Lomelinices 81 - Emanuel Lomelino

Lomelinices 


81


Volta e meia desincorporo-me e, afastando-me um pouco, fico a olhar-me na tentativa de perceber o que continua a mover-me.

Faço isto porque, há muito, deixei de encontrar respostas no meu interior, agora vazio e abandonado de estímulos.

Longe vão os tempos de grandes reflexões, maiores projectos, gigantescas demandas. Todo eu era um contentor de ambições, ideais e proactividade.

Hoje, pairando sobre mim, deixei de identificar aquele olhar decidido e resoluto – quase intrépido – que me fazia encarar todos os desafios da vida com a cabeça bem erguida, numa postura natural de confiança absoluta.

Os valores continuam presentes, as certezas permanecem seguras, as intenções estão imutáveis, as convicções bem enraizadas, contudo, o vigor vem-se esfumando, a energia esgota-se a cada expiração, a vontade esbate-se a cada passo, a importância das coisas tem diminuído a olhos vistos.

Vejo-me à distância e só reconheço a voragem de querer saber mais, de pensar com mais critério e melhorar valências. Mas já não vislumbro a sede de partilhar nem a urgência de me explicar – nem mesmo a mim próprio.

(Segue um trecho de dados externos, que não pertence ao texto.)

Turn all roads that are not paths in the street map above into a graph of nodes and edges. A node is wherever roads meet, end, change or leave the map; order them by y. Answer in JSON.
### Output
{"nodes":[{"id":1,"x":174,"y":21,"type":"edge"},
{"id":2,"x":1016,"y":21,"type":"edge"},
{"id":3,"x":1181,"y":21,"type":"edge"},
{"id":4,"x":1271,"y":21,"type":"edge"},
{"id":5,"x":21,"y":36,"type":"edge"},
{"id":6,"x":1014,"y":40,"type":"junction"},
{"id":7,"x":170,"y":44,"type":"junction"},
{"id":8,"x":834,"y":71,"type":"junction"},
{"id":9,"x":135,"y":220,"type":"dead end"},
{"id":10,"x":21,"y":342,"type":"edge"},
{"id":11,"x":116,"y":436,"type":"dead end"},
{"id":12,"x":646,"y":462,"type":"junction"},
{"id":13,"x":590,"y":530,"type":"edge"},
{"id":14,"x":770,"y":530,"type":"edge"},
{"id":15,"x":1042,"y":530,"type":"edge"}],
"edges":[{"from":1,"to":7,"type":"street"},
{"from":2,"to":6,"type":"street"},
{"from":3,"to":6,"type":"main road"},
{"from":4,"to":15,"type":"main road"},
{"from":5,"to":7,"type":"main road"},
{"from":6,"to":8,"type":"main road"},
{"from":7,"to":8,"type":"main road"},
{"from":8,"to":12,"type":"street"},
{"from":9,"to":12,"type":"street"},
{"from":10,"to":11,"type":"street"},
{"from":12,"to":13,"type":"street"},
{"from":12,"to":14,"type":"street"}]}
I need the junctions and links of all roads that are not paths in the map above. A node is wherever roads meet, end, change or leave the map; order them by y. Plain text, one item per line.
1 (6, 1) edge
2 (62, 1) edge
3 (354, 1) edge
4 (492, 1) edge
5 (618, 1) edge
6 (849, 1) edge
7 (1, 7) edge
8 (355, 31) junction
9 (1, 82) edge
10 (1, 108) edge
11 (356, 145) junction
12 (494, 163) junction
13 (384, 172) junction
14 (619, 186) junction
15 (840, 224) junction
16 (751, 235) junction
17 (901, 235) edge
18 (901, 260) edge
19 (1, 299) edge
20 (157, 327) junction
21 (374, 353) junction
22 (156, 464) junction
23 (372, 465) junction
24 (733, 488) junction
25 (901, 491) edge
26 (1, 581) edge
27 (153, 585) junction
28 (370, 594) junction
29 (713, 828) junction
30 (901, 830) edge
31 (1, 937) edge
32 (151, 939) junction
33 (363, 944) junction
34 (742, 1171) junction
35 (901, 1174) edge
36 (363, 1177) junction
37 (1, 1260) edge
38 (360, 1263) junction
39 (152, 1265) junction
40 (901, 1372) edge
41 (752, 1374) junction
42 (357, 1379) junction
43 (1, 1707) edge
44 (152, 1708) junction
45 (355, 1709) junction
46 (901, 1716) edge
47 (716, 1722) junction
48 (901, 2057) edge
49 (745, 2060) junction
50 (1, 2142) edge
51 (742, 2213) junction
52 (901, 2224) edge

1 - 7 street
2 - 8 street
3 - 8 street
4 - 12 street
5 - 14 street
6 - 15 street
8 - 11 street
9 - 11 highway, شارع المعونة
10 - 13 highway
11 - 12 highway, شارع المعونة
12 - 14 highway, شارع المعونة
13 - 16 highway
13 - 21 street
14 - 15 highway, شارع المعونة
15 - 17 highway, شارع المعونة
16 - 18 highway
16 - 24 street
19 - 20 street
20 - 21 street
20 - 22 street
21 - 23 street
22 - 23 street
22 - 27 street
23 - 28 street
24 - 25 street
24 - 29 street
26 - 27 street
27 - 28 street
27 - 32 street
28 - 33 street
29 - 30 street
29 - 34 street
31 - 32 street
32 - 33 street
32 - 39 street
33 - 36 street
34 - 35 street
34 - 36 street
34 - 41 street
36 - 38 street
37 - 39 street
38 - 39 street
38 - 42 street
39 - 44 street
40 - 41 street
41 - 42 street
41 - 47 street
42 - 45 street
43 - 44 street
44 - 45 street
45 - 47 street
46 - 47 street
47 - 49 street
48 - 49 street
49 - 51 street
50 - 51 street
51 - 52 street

terça-feira, 21 de janeiro de 2025

Lomelinices 80 - Emanuel Lomelino

Lomelinices 


80


Apesar de já ter idade para ser considerado “velho do Restelo”, não tenho, por vocação, o hábito de fazer apologias do passado para contrapor ao presente. As coisas são como são, o mundo evolui e só temos de nos adaptar, o melhor que conseguirmos.

No entanto, por vezes, dou por mim a pensar na diferença que existe entre a vida quotidiana e o meu tempo de adolescente. Ainda não fui capaz de encontrar uma resposta definitiva que explique a razão de, hoje, com todos os avanços tecnológicos e a informação disponível num piscar de olhos, estarmos sempre sem tempo, enquanto, lá atrás, tínhamos uma vida agitada e ainda sobrava tempo.

Dizem-me que hoje tudo depende e acontece no expoente máximo da celeridade e isso é o motivo principal para o tempo ser gerido de forma diferente. Não sei como contestar esta visão porque, bem vistas as coisas, é possível nomear inúmeras situações que atestam essa realidade.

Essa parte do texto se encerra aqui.